Additionally, a recently published national registry study by Moledina et al. [
14] highlighted differences in the care and management of 300,000 NSTEMI patients admitted to cardiac and non-cardiac wards. Consistent with our findings, patients admitted to cardiac wards were younger, predominantly male, and more likely to undergo ICA and PCI within 24 h of admission. However, the study by Moledina et al. focused primarily on in-hospital mortality and MACE, without extending its analysis to long-term outcomes. Our study extends the existing literature by providing comprehensive data on long-term follow-up, spanning over 5 years, which allows for a deeper understanding of how early interventions and the type of ward influence long-term outcomes in NSTEMI patients.
Moreover, the Moledina et al. study involved multiple medical centers with varying structural characteristics and standards of care, which may limit the generalizability of their results to specific healthcare settings. In contrast, our study was conducted at a single tertiary medical center, offering a more controlled setting to assess the impact of ward type on long-term patient outcomes.
A key observation was the significant difference in the timing of PCI between the two groups. Patients in the ICCU were more likely to receive PCI within the recommended 24–72 h, while delayed intervention (>72 h) was more common in the IMD group. The current NSTEMI guidelines strongly emphasize early invasive strategies for high-risk patients, as delayed revascularization has been associated with poorer outcomes [
18,
19]. Our study underscores the importance of timely interventions, particularly in ICCU settings, where adherence to these guidelines was more consistent. However, the improved long-term outcomes observed in the ICCU group cannot solely be attributed to early invasive management.

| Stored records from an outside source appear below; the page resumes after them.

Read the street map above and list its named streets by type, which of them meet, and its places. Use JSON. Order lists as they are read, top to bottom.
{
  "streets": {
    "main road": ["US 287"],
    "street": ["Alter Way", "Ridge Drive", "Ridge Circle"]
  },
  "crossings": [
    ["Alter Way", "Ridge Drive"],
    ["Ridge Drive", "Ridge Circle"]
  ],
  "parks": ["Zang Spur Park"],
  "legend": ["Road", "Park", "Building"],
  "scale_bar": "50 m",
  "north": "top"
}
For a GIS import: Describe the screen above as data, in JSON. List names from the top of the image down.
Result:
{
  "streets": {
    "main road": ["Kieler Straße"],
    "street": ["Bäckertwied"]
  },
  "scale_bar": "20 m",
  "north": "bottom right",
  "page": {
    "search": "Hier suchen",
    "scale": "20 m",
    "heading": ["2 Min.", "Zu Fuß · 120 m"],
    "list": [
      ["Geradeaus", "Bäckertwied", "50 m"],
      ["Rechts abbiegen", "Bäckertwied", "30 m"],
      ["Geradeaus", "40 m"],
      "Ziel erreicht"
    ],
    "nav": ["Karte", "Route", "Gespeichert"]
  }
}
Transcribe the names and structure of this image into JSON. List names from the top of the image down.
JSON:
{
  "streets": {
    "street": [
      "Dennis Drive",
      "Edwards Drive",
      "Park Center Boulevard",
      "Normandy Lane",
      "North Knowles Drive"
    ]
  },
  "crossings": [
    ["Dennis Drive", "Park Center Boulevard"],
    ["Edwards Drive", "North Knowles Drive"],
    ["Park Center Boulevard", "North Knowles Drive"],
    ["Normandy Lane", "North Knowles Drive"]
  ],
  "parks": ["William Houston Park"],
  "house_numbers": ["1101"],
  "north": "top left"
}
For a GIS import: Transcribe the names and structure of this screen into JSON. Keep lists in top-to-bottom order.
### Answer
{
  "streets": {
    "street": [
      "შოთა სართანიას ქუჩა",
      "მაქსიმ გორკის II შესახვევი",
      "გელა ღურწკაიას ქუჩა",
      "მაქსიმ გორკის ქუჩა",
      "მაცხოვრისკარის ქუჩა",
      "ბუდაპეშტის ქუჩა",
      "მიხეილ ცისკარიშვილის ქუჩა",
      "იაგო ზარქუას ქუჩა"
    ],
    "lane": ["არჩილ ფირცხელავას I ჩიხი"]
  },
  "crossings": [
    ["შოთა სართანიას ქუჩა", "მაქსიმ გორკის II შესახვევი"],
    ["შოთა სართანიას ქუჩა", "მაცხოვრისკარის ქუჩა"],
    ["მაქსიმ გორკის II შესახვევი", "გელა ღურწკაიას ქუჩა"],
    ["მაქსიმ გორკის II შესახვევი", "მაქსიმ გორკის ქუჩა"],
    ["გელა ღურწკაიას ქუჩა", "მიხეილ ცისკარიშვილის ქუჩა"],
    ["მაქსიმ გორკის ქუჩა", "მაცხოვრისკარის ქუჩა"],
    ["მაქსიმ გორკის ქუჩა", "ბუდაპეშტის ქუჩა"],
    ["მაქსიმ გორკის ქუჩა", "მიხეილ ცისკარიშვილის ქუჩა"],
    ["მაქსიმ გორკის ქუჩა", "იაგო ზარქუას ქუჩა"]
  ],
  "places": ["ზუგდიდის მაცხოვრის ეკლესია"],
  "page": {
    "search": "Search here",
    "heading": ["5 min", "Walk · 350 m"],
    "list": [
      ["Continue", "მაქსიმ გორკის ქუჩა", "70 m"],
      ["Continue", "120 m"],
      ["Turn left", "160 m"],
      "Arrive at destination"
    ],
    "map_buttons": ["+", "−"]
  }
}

Our enhanced long-term clinical outcome findings for ICCU patients may also be explained by a better pharmacological-guided, directed treatment, medical adherence and persistence education, higher referral to cardiologist specialties’ ambulatory follow-up, cardiac rehabilitation programs, and professional lifestyle modification advice for secondary prevention given to patients by expert staff in the ICCU prior to discharge [
2]. This comprehensive approach, including both acute management and rigorous post-discharge follow-up, likely contributed to the observed improvement in long-term outcomes.
In the study period, only one in four NSTEMI patients were admitted to the ICCU, and our study implies that changing this practical management of patients presenting with NSTEMI may improve their long-term outcomes.
There are several important limitations in our study that should be taken into consideration. First, it is an observational single-center study. Patients’ allocation to ICCU or IMD was determined by the attending physician according to perceived patient risk and bed availability. Therefore, unmeasured confounding differences may exist between the two groups despite our efforts for adjustment. Furthermore, practices vary between centers, which may limit the generalizability of our findings. Second, we were not able to calculate an accepted risk score, such as GRACE score [
20], for the entire study population. Third, our data regarding re-MI and unplanned ischemia-driven revascularization included patients who were re-admitted only to our medical center, with no information available about admission or re-interventional treatment in other centers; however, Soroka Medical Center is the only hospital within a 100 km radius [
5,
6]. Finally, our data lack information on secondary prevention medications prescribed at discharge in the study groups, which may affect the assessment of post-discharge treatment adherence and outcomes.